## Aim of the task:
Print the entries exactly; no image belongs in the copy.

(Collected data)
----------------------------------------

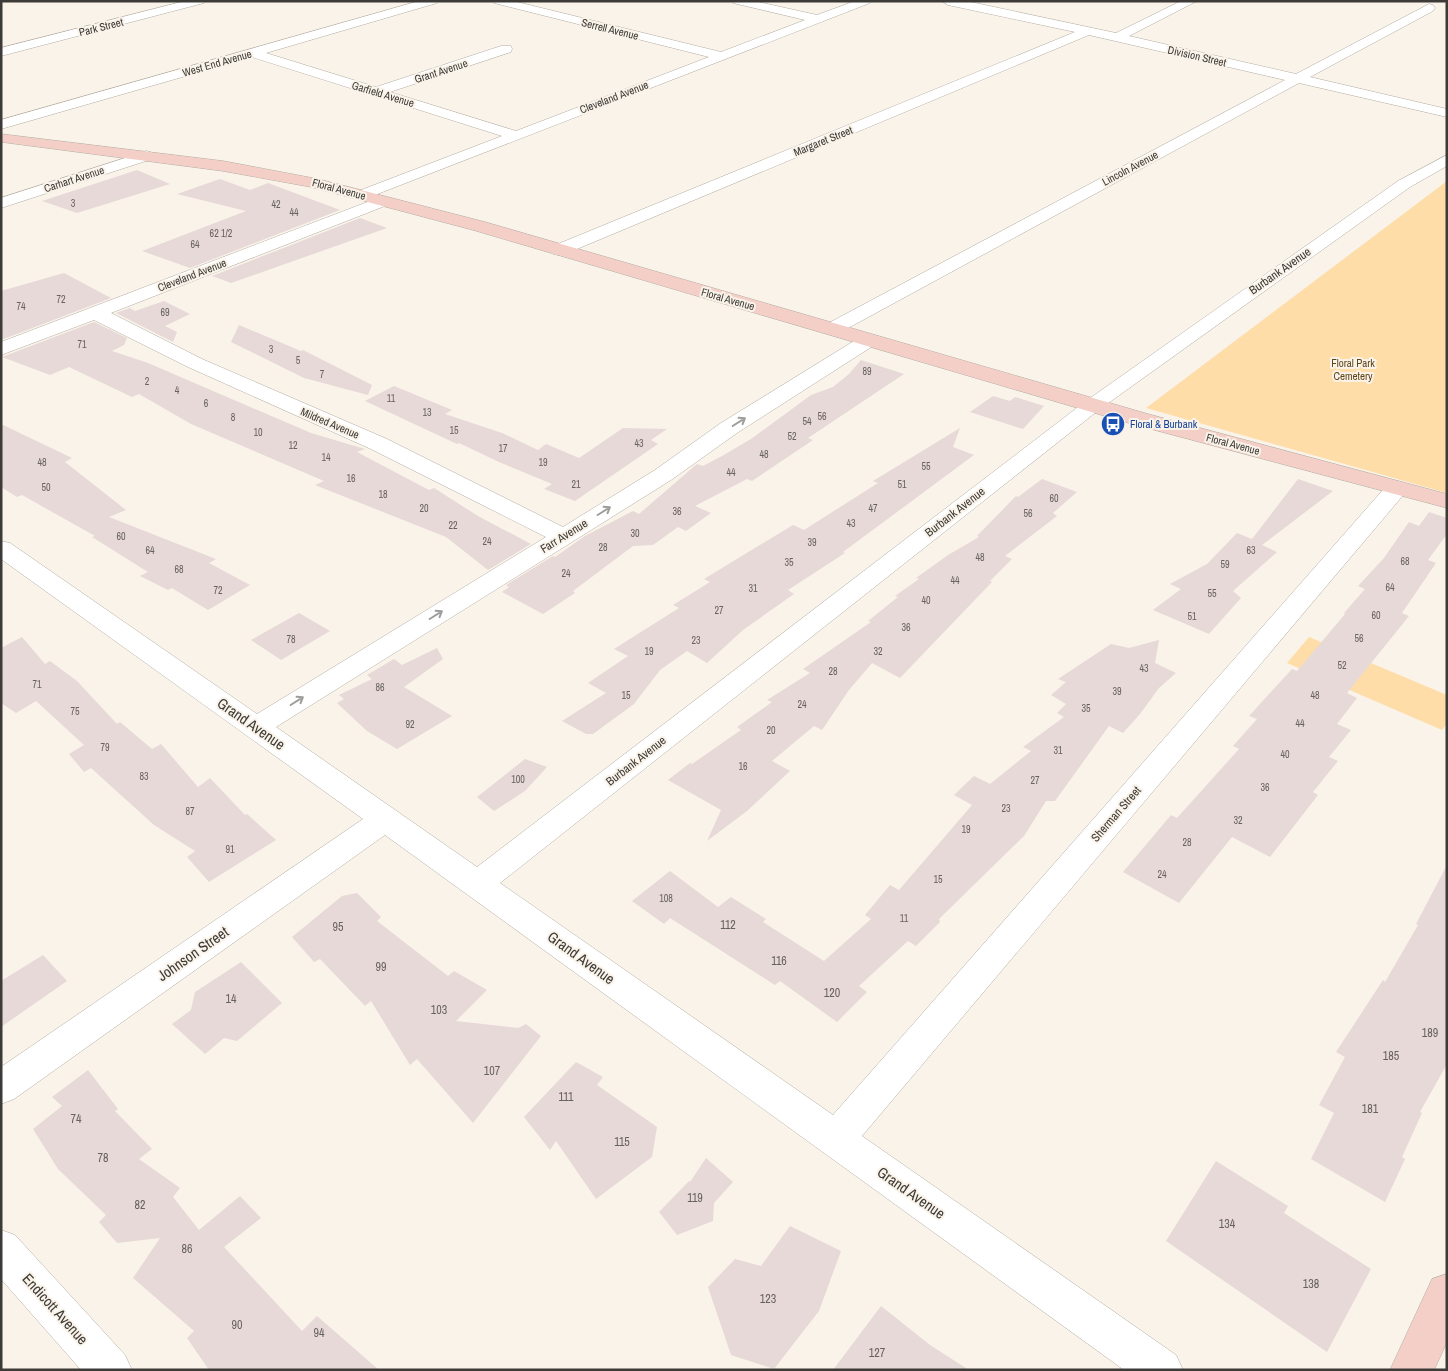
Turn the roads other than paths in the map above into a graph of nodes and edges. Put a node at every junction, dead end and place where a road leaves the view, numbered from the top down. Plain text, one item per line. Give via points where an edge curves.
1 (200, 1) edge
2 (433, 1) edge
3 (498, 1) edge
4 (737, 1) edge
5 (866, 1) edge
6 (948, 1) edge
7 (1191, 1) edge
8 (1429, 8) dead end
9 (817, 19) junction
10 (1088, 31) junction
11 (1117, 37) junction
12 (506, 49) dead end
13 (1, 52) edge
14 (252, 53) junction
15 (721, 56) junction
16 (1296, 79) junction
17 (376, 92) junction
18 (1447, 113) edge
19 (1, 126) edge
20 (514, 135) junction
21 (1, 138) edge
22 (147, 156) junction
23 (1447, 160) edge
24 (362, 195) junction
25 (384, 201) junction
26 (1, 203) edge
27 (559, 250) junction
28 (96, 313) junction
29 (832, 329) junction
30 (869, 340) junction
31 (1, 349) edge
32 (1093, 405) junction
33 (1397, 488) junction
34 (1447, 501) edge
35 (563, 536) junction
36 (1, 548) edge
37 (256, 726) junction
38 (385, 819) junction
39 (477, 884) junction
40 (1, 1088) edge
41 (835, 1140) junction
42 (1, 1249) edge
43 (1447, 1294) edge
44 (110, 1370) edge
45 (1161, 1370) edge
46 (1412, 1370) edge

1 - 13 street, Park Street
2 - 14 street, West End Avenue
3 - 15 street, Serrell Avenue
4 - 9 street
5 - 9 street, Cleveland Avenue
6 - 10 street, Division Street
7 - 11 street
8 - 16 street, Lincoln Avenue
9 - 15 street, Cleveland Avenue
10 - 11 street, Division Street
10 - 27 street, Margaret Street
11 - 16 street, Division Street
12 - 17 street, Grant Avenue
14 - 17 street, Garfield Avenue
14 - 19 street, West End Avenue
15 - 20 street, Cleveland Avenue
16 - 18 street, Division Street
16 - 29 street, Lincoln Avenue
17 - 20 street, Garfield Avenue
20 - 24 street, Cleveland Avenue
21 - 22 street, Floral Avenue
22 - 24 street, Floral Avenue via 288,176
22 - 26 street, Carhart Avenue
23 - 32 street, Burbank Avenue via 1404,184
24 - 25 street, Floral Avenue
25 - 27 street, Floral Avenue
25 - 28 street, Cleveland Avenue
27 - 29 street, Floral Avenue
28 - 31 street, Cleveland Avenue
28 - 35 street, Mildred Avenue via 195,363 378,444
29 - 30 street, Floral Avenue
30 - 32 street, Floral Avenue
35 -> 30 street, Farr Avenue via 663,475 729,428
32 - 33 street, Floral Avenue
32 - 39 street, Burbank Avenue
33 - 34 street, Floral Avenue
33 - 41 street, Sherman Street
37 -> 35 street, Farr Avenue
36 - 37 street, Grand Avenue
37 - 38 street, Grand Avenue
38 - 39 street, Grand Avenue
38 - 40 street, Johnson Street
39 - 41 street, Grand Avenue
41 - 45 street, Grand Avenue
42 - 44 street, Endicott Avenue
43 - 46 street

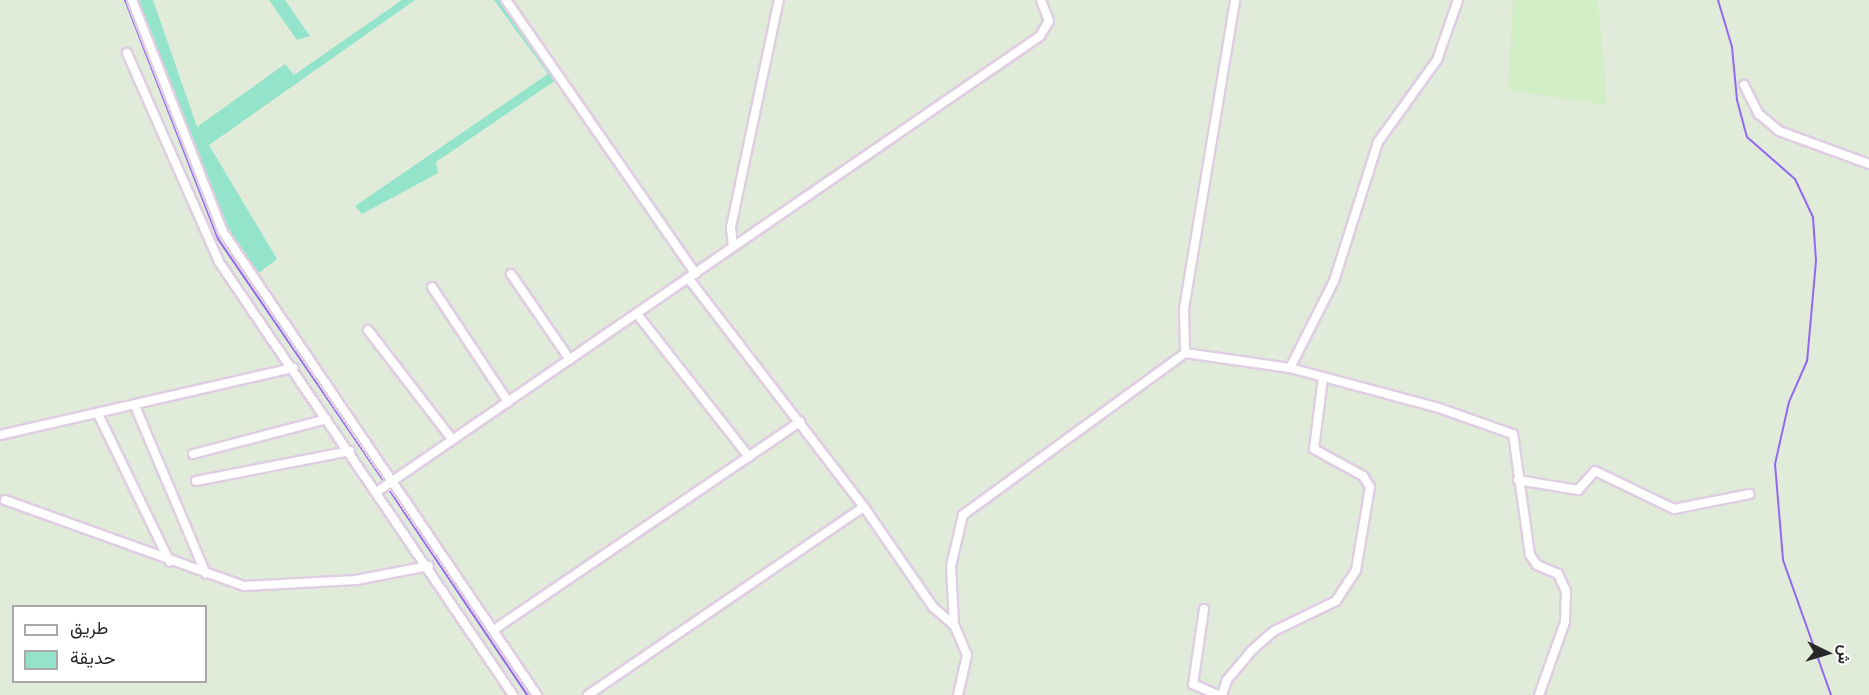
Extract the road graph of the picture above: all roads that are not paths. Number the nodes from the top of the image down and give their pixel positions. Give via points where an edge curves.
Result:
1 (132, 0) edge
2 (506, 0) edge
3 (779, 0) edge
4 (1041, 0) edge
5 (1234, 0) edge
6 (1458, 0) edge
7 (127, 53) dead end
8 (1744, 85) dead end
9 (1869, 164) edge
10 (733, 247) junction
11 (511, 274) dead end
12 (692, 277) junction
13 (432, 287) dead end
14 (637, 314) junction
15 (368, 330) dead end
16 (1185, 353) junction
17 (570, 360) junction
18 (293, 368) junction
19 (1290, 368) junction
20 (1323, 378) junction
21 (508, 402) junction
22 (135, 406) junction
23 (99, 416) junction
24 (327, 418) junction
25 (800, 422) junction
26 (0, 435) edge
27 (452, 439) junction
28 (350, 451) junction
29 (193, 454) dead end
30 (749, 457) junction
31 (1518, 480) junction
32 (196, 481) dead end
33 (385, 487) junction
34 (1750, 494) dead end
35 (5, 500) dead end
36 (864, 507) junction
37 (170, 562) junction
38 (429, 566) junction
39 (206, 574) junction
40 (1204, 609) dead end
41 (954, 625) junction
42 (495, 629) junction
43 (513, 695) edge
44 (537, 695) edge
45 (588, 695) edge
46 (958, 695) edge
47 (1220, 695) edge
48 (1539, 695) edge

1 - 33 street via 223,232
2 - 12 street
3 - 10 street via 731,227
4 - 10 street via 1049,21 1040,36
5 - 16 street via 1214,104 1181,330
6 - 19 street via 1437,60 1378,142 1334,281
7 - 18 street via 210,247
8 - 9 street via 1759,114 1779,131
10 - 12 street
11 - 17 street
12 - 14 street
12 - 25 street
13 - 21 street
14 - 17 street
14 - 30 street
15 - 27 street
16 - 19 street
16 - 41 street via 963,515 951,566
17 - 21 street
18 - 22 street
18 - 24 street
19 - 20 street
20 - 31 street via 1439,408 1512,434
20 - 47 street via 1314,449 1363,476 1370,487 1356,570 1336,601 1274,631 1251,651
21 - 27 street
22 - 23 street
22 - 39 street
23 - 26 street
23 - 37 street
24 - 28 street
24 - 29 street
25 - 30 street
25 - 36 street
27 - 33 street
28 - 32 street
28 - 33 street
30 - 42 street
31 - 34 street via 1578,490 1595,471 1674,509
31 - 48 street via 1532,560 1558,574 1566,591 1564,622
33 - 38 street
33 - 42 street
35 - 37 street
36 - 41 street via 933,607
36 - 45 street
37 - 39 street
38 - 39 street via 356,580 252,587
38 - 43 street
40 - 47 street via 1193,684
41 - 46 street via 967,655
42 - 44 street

----------------------------------------

## Response:
Turn the roads other than paths in the map above into a graph of nodes and edges. Put a node at every junction, dead end and place where a road leaves the view, numbered from the top down. Plain text, one item per line. Give via points where an edge curves.
1 (200, 1) edge
2 (433, 1) edge
3 (498, 1) edge
4 (737, 1) edge
5 (866, 1) edge
6 (948, 1) edge
7 (1191, 1) edge
8 (1429, 8) dead end
9 (817, 19) junction
10 (1088, 31) junction
11 (1117, 37) junction
12 (506, 49) dead end
13 (1, 52) edge
14 (252, 53) junction
15 (721, 56) junction
16 (1296, 79) junction
17 (376, 92) junction
18 (1447, 113) edge
19 (1, 126) edge
20 (514, 135) junction
21 (1, 138) edge
22 (147, 156) junction
23 (1447, 160) edge
24 (362, 195) junction
25 (384, 201) junction
26 (1, 203) edge
27 (559, 250) junction
28 (96, 313) junction
29 (832, 329) junction
30 (869, 340) junction
31 (1, 349) edge
32 (1093, 405) junction
33 (1397, 488) junction
34 (1447, 501) edge
35 (563, 536) junction
36 (1, 548) edge
37 (256, 726) junction
38 (385, 819) junction
39 (477, 884) junction
40 (1, 1088) edge
41 (835, 1140) junction
42 (1, 1249) edge
43 (1447, 1294) edge
44 (110, 1370) edge
45 (1161, 1370) edge
46 (1412, 1370) edge

1 - 13 street, Park Street
2 - 14 street, West End Avenue
3 - 15 street, Serrell Avenue
4 - 9 street
5 - 9 street, Cleveland Avenue
6 - 10 street, Division Street
7 - 11 street
8 - 16 street, Lincoln Avenue
9 - 15 street, Cleveland Avenue
10 - 11 street, Division Street
10 - 27 street, Margaret Street
11 - 16 street, Division Street
12 - 17 street, Grant Avenue
14 - 17 street, Garfield Avenue
14 - 19 street, West End Avenue
15 - 20 street, Cleveland Avenue
16 - 18 street, Division Street
16 - 29 street, Lincoln Avenue
17 - 20 street, Garfield Avenue
20 - 24 street, Cleveland Avenue
21 - 22 street, Floral Avenue
22 - 24 street, Floral Avenue via 288,176
22 - 26 street, Carhart Avenue
23 - 32 street, Burbank Avenue via 1404,184
24 - 25 street, Floral Avenue
25 - 27 street, Floral Avenue
25 - 28 street, Cleveland Avenue
27 - 29 street, Floral Avenue
28 - 31 street, Cleveland Avenue
28 - 35 street, Mildred Avenue via 195,363 378,444
29 - 30 street, Floral Avenue
30 - 32 street, Floral Avenue
35 -> 30 street, Farr Avenue via 663,475 729,428
32 - 33 street, Floral Avenue
32 - 39 street, Burbank Avenue
33 - 34 street, Floral Avenue
33 - 41 street, Sherman Street
37 -> 35 street, Farr Avenue
36 - 37 street, Grand Avenue
37 - 38 street, Grand Avenue
38 - 39 street, Grand Avenue
38 - 40 street, Johnson Street
39 - 41 street, Grand Avenue
41 - 45 street, Grand Avenue
42 - 44 street, Endicott Avenue
43 - 46 street

Extract the road graph of the picture above: all roads that are not paths. Number the nodes from the top of the image down and give their pixel positions. Give via points where an edge curves.
Result:
1 (132, 0) edge
2 (506, 0) edge
3 (779, 0) edge
4 (1041, 0) edge
5 (1234, 0) edge
6 (1458, 0) edge
7 (127, 53) dead end
8 (1744, 85) dead end
9 (1869, 164) edge
10 (733, 247) junction
11 (511, 274) dead end
12 (692, 277) junction
13 (432, 287) dead end
14 (637, 314) junction
15 (368, 330) dead end
16 (1185, 353) junction
17 (570, 360) junction
18 (293, 368) junction
19 (1290, 368) junction
20 (1323, 378) junction
21 (508, 402) junction
22 (135, 406) junction
23 (99, 416) junction
24 (327, 418) junction
25 (800, 422) junction
26 (0, 435) edge
27 (452, 439) junction
28 (350, 451) junction
29 (193, 454) dead end
30 (749, 457) junction
31 (1518, 480) junction
32 (196, 481) dead end
33 (385, 487) junction
34 (1750, 494) dead end
35 (5, 500) dead end
36 (864, 507) junction
37 (170, 562) junction
38 (429, 566) junction
39 (206, 574) junction
40 (1204, 609) dead end
41 (954, 625) junction
42 (495, 629) junction
43 (513, 695) edge
44 (537, 695) edge
45 (588, 695) edge
46 (958, 695) edge
47 (1220, 695) edge
48 (1539, 695) edge

1 - 33 street via 223,232
2 - 12 street
3 - 10 street via 731,227
4 - 10 street via 1049,21 1040,36
5 - 16 street via 1214,104 1181,330
6 - 19 street via 1437,60 1378,142 1334,281
7 - 18 street via 210,247
8 - 9 street via 1759,114 1779,131
10 - 12 street
11 - 17 street
12 - 14 street
12 - 25 street
13 - 21 street
14 - 17 street
14 - 30 street
15 - 27 street
16 - 19 street
16 - 41 street via 963,515 951,566
17 - 21 street
18 - 22 street
18 - 24 street
19 - 20 street
20 - 31 street via 1439,408 1512,434
20 - 47 street via 1314,449 1363,476 1370,487 1356,570 1336,601 1274,631 1251,651
21 - 27 street
22 - 23 street
22 - 39 street
23 - 26 street
23 - 37 street
24 - 28 street
24 - 29 street
25 - 30 street
25 - 36 street
27 - 33 street
28 - 32 street
28 - 33 street
30 - 42 street
31 - 34 street via 1578,490 1595,471 1674,509
31 - 48 street via 1532,560 1558,574 1566,591 1564,622
33 - 38 street
33 - 42 street
35 - 37 street
36 - 41 street via 933,607
36 - 45 street
37 - 39 street
38 - 39 street via 356,580 252,587
38 - 43 street
40 - 47 street via 1193,684
41 - 46 street via 967,655
42 - 44 street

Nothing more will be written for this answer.